B- Invasions : Historiography, Methodology, Case Studies
Coordinator : B. Rossignol
The subject of invasion has left a lasting mark on the historiography of antiquity and especially that of the Roman Empire. The context of invasion necessarily implies very special relations between soldiers, civilians, and “barbarians.” As a crucial moment, it may constitute a rupture, that permanently modifies territorial and political equilibria ; it may also, on account of the damage caused by battle and raids, be seen as a cause of demographic or economic change in the affected territories. Yet invasion is not a straightforward subject of historical study, which is why we feel it is necessary to readdress the topic, both to sketch the state of the question and to grasp new questions that may arise. One part of our work will be carried out in conjunction with the program “Government and Political Cultures in the Roman Empire,” on the topic “When the Empire Withdraws” ; we will also study cases of Roman invasion without lasting impact (of Mesopotamia by Trajan, Scotland under Antoninus, the projects of Marcus Aurelius – Marcomannia and Sarmatia) and cases of cases of barbarian invasion that led to Roman retreats (Dacia and the Agri Decumates).

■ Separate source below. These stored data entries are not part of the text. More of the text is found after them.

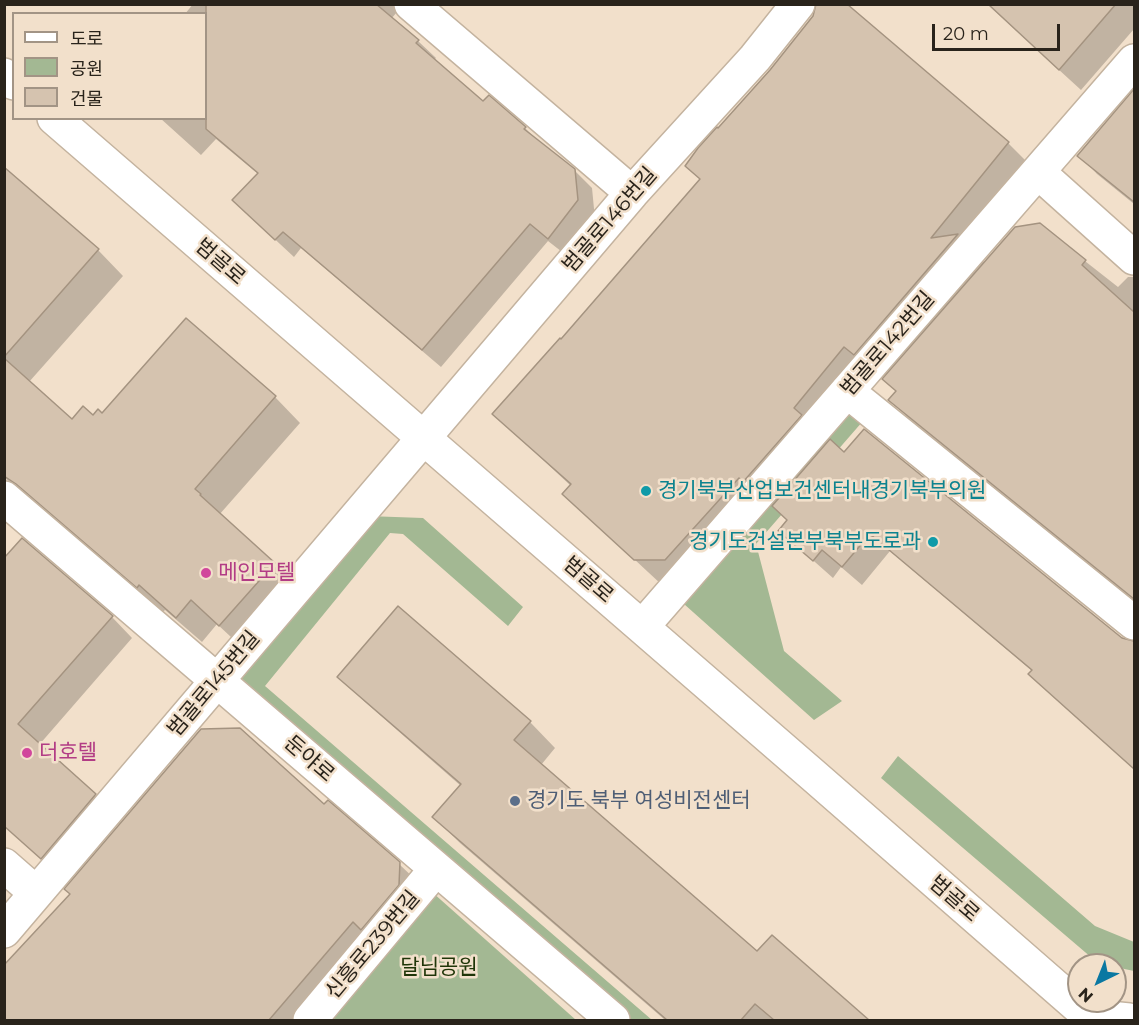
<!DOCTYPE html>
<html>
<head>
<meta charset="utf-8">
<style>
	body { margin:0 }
	#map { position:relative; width:1139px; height:1025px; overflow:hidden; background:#f2e0cb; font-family:Montserrat,"Noto Sans KR",sans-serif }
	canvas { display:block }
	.frame { position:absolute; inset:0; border:6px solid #29231b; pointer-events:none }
	.legend { position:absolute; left:12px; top:12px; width:195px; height:108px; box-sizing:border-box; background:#f2e0cb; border:2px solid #a29485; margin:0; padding:8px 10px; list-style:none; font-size:18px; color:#29231b }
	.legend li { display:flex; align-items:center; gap:12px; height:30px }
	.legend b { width:30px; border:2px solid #a29485 }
	.north { position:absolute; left:1067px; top:953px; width:60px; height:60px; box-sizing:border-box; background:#f2e0cb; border:2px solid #a29485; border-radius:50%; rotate:223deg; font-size:16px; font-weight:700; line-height:24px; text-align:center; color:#29231b }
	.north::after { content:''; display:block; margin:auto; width:21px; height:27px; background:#0a78a2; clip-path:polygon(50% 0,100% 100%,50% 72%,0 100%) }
	.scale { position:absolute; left:932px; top:24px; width:128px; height:27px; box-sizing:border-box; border:3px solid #29231b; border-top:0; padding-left:8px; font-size:18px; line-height:21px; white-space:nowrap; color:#29231b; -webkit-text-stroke:4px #f2e0cb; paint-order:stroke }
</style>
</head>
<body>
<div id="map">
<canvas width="1139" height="1025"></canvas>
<div class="frame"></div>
<ul class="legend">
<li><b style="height:8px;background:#fff"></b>도로</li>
<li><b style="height:16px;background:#a3b893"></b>공원</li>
<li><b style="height:16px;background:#d5c3af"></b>건물</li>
</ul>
<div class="north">N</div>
<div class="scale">20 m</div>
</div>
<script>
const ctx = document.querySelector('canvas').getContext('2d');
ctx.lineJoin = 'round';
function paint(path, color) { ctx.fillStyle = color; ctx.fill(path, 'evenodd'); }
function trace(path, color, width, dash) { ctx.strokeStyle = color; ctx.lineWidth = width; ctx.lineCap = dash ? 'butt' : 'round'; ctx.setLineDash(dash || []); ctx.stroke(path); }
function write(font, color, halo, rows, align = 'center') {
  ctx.font = font + ' Montserrat,"Noto Sans KR",sans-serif'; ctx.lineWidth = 5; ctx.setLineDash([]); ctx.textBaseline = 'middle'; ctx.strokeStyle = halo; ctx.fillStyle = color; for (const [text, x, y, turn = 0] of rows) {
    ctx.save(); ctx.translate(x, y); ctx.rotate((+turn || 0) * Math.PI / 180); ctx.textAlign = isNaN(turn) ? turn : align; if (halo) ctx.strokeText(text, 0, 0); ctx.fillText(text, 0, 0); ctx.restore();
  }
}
const green = new Path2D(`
	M850,409L863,421L756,544L784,651L842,701L814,720L684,604Z
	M367,516L423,518L523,607L508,626L403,534L390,533L265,686L652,1020H625L233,681Z
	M898,756L1095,926L1134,942V971L1115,967V965L1099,964L881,778Z
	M432,892L576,1020H325Z`);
const shadow = new Path2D(`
	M193,4H404L391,19L418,41L436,58L434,60L483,103L525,128L539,142L574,170L592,188L595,219L566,255L548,241L441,367L301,248L294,257L252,218L258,174L216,139L201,155L160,118H206V14H185Z
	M845,4L1008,143L1034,169L970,248L985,263L1039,225L1118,287L1128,277H1134V601L909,419L890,400L897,392L883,378L880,380L871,371L819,434L844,454L1121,639L1134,643V769L1049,692L1032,671L890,551L862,585L841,567L833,578L780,531L788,521L772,505L770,507L766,503L662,585L564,494L571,486L494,414L562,341L701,180Z
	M987,4H1134V29L1081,90Z
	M1134,90V204L1097,174L1079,155Z
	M4,169L98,250L123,276L29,382L72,421L102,415L186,320L275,397L300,423L219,515L299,589L245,650L217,624L202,642L165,610L163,612L43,509L35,505L4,477Z
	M4,561L112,617L132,638L39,745L116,816L63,878L4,826Z
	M339,676L530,722L555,748L541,765L757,953L855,1010L866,1020H665L460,843L434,817L461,786L365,702Z
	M324,807L399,864L418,882L304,1020H4V985Z`);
const building = new Path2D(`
	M206,4H376L419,40L416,43L483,101L489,95L526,127L524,129L575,169L578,200L548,239L530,224L422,350L283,232L275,240L232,200L258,173L206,129Z
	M816,4H847L1009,142L931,238L958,234L854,355L844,347L794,408L802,415L743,482L739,478L665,560H634L562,494L571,484L492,414L560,338L561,339L700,179L685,166L698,148L717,127L718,128L770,70L813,16Z
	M988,4H1116L1059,70Z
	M1134,89V202L1077,156Z
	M4,167L99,249L4,357Z
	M1040,223L1086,260L1082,265L1134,312V599L888,400L896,391L882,379L1015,227Z
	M186,318L276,396L195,489L201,494L200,495L275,563L219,626L191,600L176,618L139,585L137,588L16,484L4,476V358L72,419L83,406L93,415L98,409L102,413Z
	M864,429L1122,638L1134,641V769L1028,674L1032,670L870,534L842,567L822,550L813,561L778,531L787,520L772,506L830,439L844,452Z
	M22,538L113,616L18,724L96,794L41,859L4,826V558Z
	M398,606L531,721L514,740L757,951L772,935L869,1020H774L755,1004L741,1020H667L432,817L461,784L337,677Z
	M240,728L324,804L328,800L400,862L399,885L361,930L353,922L269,1020H4V965L70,894L64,889L201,729Z`);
const minor = new Path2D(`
	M411,4L632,193
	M4,75L14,83
	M54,118L814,776L1089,1016L1129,1020
	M1038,172L1134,258
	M847,391L1134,623
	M4,498L613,1020
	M642,627L1134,61
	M4,865L36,893
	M4,931L632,193L755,58L798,4
	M310,1020L436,869`);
const markers = [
	[646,491,6,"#0f9aa8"],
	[933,542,6,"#0f9aa8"],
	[206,573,6,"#d1479c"],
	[27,753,6,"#d1479c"],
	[515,801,6,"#5c6f8a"]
];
const streetNames = [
	["범골로146번길",610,220,-49],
	["범골로",220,262,41],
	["범골로142번길",888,344,-49],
	["범골로",588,580,41],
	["범골로145번길",214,684,-50],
	["둔야로",309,759,41],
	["범골로",954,899,41],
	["신흥로239번길",373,945,-50]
];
const cultureNames = [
	["경기북부산업보건센터내경기북부의원",658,491],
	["경기도건설본부북부도로과",921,542,"right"]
];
const hotelNames = [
	["메인모텔",218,573],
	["더호텔",39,753]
];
const serviceNames = [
	["경기도 북부 여성비전센터",527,801]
];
const parkNames = [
	["달님공원",439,968]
];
paint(green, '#a3b893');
paint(shadow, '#0003');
paint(building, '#d5c3af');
trace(building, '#a49380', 1.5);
trace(minor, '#c4b39f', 36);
trace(minor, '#fff', 33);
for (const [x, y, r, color] of markers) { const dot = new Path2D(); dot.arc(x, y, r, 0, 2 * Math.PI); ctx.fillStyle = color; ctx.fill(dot); trace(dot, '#f2e0cb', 2); }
write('21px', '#29231b', '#f2e0cb', streetNames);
write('21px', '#0d838f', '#f2e0cb', cultureNames, 'left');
write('21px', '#b23c85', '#f2e0cb', hotelNames, 'left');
write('21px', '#4e5e75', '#f2e0cb', serviceNames, 'left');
write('21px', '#1f3508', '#f2e0cb', parkNames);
</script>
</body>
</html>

The theme will also enable us to pursue active collaboration and follow-up with the ATEG research group (Antiquité Tardive dans l’Est de la Gaule ; coordinated by M. Kasprzyk, INRAP), with which the team was associated during the period 2010-2013 under the program “Soldiers, Civilians, and Barbarians.”
→ Projected projects :
Workshops (analysis of sources, of contemporary scientific literature), study days, collaboration and joint organization, with the program « Gouvernement et cultures politiques dans l’empire romain » or "Government and political cultures in the Roman empire".